Dori Cisneros,Erasmus Banmah, Freddie Perez and Omega Dupont. (Courtesy: Miami-Dade Police)

Dori Cisneros,Erasmus Banmah, Freddie Perez and Omega Dupont. (Courtesy: Miami-Dade Police)

The problem is so big that the City of Miami Fire rescue recently let our camera’s follow them as they went on overdose case after overdose case.

And Thursday, the Miami-Dade Police Department allowed us to ride along on their drug bust: “Operation Dragon Slayer.”

It’s a yearlong investigation and campaign, in conjunction with the United States Postal Inspectors and the Drug Enforcement Agency, to put a dent in Miami’s heroin epidemic.

“What we’re finding is that they’re mixing the fentanyl and the carfentanil with the heroin and combining it to make it a very powerful and lethal drug as well,” said Villalba.

Mixing those drugs creates a product that’s 100 times more powerful than heroin, but the street chemists doing the mixing have no idea what they’re doing in most cases.

“When they mix it with heroin, it causes almost an immediate overdose,” explained the undercover office.  “Almost causing immediate death and stopping the heart.”

It’s so potent that it can be absorbed through the skin, even inhaled.

“Our search teams right now as they’re conducting searches are wearing double gloves, they’re wearing masks, and that’s just the nature of how we have to conduct our investigations to protect ourselves,” said Villalba.

Robert Young, Shaun Harris and William Smith. (Courtesy: Miami-Dade Police)

Robert Young, Shaun Harris and William Smith. (Courtesy: Miami-Dade Police)

On Wednesday and Thursday, Miami-Dade police served several search warrants and arrested a lot people.

When you look at the stats of those arrested, it was all over the place.

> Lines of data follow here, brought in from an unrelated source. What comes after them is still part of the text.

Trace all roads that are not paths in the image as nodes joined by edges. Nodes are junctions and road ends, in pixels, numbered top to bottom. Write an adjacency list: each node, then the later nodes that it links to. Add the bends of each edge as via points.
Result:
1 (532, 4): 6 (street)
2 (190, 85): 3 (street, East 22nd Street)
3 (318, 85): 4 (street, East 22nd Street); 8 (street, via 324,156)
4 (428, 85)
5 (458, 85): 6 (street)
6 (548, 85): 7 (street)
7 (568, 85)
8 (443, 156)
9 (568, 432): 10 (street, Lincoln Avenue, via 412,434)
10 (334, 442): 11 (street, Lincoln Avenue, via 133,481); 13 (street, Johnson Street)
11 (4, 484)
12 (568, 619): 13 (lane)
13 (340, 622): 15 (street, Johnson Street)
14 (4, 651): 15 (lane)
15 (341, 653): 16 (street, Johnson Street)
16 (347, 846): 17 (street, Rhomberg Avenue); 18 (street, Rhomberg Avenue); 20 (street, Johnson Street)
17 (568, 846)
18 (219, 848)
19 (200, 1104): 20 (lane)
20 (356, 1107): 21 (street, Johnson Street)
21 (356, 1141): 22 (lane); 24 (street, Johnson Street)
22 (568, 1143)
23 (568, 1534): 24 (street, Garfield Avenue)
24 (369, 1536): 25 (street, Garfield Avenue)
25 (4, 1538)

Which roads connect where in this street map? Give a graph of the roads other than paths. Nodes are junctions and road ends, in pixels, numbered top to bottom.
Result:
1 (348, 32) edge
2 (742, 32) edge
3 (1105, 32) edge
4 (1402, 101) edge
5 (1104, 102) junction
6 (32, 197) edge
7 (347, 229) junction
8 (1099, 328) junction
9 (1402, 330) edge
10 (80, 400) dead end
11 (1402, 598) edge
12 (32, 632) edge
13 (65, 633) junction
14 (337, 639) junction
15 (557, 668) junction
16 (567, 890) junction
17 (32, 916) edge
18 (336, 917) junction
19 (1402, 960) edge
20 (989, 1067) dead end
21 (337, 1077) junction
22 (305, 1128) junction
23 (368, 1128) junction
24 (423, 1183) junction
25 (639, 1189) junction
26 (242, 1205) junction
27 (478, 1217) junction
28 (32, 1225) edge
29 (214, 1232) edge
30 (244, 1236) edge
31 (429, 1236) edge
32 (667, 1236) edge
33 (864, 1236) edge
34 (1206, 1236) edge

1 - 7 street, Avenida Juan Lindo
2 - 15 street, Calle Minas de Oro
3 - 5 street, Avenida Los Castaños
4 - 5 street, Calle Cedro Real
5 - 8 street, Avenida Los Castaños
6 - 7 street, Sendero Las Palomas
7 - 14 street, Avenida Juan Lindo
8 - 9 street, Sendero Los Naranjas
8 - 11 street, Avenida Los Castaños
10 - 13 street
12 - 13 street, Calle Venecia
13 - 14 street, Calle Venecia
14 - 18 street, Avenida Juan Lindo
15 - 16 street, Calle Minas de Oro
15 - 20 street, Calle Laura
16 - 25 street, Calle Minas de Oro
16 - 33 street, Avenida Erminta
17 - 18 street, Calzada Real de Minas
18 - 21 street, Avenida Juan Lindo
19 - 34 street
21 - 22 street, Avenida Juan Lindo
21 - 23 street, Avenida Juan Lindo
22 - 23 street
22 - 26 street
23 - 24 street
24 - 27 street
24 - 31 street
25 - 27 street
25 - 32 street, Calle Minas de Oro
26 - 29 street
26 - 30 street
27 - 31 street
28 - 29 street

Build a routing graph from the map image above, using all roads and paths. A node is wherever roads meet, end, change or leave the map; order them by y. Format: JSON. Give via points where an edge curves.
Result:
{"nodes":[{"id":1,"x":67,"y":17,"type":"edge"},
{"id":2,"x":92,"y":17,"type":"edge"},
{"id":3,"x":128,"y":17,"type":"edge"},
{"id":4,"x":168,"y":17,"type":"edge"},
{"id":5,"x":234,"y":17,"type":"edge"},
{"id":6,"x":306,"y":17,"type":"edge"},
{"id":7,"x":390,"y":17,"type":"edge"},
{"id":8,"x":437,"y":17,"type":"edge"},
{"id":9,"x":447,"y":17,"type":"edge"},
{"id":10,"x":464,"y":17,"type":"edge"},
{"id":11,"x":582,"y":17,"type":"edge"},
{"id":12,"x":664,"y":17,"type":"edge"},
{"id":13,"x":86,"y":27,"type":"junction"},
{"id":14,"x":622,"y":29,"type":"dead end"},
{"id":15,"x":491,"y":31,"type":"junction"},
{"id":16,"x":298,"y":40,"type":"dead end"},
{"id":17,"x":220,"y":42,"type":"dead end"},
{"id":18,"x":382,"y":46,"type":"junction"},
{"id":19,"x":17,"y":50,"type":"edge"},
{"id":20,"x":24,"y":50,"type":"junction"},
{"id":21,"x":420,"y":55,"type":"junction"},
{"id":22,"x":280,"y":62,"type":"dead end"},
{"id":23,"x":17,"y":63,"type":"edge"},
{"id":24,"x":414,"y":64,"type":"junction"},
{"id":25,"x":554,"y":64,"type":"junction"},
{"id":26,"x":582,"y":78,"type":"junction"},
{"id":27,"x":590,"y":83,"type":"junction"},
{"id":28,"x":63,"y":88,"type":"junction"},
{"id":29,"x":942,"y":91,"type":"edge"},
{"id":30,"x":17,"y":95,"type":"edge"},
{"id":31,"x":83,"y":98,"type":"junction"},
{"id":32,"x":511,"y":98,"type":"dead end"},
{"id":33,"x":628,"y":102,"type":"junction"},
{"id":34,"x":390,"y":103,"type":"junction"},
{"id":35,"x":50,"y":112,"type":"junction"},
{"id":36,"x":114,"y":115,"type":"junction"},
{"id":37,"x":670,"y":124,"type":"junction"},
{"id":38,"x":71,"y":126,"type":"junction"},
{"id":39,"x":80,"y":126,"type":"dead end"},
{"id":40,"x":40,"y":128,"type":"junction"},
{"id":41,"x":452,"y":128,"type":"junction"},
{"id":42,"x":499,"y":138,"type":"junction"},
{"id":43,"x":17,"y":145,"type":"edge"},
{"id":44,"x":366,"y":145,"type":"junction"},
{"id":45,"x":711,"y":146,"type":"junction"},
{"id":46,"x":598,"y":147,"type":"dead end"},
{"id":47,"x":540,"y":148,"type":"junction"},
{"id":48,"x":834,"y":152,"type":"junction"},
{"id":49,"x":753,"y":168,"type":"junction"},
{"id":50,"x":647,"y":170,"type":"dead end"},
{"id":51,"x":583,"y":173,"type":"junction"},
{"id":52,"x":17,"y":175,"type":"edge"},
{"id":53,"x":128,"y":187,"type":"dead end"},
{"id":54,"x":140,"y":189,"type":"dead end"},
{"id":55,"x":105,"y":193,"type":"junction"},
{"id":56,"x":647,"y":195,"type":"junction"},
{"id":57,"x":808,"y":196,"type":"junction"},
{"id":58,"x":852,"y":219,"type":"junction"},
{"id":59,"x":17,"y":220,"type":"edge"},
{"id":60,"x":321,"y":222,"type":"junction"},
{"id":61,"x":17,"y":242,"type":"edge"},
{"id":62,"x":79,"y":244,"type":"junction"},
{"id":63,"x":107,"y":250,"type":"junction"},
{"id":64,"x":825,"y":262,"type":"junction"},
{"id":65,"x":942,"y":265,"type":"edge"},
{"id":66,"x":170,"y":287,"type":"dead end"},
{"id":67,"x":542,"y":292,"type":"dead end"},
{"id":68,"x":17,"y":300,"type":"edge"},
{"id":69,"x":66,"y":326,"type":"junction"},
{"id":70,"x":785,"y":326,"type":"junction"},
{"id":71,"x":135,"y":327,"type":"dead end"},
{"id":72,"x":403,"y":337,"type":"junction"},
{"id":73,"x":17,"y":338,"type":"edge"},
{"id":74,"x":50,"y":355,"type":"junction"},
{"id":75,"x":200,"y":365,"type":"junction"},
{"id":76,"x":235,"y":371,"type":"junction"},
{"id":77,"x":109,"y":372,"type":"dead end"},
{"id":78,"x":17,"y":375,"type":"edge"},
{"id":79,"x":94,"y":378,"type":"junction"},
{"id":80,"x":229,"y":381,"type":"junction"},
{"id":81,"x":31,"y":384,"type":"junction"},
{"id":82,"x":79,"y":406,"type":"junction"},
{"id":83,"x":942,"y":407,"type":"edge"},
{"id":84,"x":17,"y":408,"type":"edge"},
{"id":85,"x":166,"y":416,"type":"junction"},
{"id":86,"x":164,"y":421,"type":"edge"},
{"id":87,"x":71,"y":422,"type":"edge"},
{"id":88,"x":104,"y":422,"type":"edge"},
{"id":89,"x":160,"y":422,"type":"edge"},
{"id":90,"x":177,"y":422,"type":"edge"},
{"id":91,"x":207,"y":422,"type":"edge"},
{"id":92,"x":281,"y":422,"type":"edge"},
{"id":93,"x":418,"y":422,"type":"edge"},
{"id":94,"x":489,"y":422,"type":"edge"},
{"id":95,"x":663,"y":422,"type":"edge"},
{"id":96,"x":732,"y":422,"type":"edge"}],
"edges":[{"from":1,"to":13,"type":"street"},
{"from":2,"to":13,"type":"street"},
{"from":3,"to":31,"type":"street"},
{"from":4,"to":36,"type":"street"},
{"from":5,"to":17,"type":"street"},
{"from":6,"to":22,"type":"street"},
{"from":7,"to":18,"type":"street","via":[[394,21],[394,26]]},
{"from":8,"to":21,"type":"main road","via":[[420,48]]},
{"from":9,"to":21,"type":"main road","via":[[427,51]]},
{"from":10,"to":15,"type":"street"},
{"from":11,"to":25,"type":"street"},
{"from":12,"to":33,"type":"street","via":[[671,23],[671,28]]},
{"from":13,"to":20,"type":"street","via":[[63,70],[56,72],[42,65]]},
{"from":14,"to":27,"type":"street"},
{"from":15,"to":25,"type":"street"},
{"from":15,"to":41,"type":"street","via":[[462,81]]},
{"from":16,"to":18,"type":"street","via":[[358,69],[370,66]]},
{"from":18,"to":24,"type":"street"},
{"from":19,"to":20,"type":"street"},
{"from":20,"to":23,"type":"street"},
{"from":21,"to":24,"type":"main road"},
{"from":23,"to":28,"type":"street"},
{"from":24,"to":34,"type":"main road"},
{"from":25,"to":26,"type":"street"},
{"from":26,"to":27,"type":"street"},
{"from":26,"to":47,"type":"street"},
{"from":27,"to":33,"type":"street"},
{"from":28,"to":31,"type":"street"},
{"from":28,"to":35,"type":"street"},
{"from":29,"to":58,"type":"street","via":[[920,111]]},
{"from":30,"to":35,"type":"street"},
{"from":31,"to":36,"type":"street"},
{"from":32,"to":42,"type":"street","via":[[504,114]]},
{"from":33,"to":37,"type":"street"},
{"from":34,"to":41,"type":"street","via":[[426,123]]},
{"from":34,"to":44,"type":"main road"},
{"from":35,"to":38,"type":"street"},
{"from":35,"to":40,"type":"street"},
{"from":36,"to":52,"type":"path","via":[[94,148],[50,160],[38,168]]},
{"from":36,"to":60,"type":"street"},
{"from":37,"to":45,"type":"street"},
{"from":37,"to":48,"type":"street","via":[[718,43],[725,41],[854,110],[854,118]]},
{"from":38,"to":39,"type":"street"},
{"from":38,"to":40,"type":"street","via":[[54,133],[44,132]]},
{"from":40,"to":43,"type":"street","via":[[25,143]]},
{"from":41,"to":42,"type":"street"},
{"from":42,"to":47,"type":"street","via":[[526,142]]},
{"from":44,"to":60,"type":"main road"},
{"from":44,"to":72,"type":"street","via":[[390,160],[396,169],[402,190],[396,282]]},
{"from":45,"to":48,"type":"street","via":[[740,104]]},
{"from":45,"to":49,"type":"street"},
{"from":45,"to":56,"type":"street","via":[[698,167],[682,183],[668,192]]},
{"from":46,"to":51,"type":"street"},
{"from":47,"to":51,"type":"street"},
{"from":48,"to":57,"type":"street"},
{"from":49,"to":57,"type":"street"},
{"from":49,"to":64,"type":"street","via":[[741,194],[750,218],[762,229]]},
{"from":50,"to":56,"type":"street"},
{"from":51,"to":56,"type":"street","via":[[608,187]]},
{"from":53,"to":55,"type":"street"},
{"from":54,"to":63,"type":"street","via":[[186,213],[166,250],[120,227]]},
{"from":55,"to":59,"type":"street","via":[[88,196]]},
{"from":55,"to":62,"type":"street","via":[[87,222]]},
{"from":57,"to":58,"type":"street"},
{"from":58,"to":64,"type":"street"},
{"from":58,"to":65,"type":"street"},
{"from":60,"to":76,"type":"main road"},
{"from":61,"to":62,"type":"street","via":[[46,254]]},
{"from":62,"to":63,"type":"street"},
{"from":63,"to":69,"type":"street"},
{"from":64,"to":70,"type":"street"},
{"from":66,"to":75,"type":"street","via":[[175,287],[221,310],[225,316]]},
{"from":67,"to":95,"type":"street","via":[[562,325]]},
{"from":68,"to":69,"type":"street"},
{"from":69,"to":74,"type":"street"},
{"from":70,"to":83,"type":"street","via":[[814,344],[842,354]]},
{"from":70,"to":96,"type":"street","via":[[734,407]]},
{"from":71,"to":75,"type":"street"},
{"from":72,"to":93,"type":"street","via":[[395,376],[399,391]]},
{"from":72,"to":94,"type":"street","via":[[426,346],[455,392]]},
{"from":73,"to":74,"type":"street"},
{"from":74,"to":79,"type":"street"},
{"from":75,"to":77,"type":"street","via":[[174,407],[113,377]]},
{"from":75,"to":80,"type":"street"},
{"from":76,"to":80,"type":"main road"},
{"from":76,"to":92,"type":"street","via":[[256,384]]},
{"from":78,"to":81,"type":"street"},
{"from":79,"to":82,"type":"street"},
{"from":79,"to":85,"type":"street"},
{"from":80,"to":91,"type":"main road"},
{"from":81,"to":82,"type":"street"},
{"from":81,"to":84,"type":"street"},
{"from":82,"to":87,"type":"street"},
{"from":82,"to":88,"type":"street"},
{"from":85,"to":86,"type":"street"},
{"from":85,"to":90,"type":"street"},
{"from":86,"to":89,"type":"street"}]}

The average age was 50, there were two senior citizens, two women, the youngest was 23 and the oldest 76.

The accused drug dealers show how heroin has changed the game.

In total, police arrested 16 people.

As police race to get the drug off the streets, their goal is not on battle but save lives.

“We’re trying to get it off the streets and we’re trying to keep it off the streets,” said Villalba.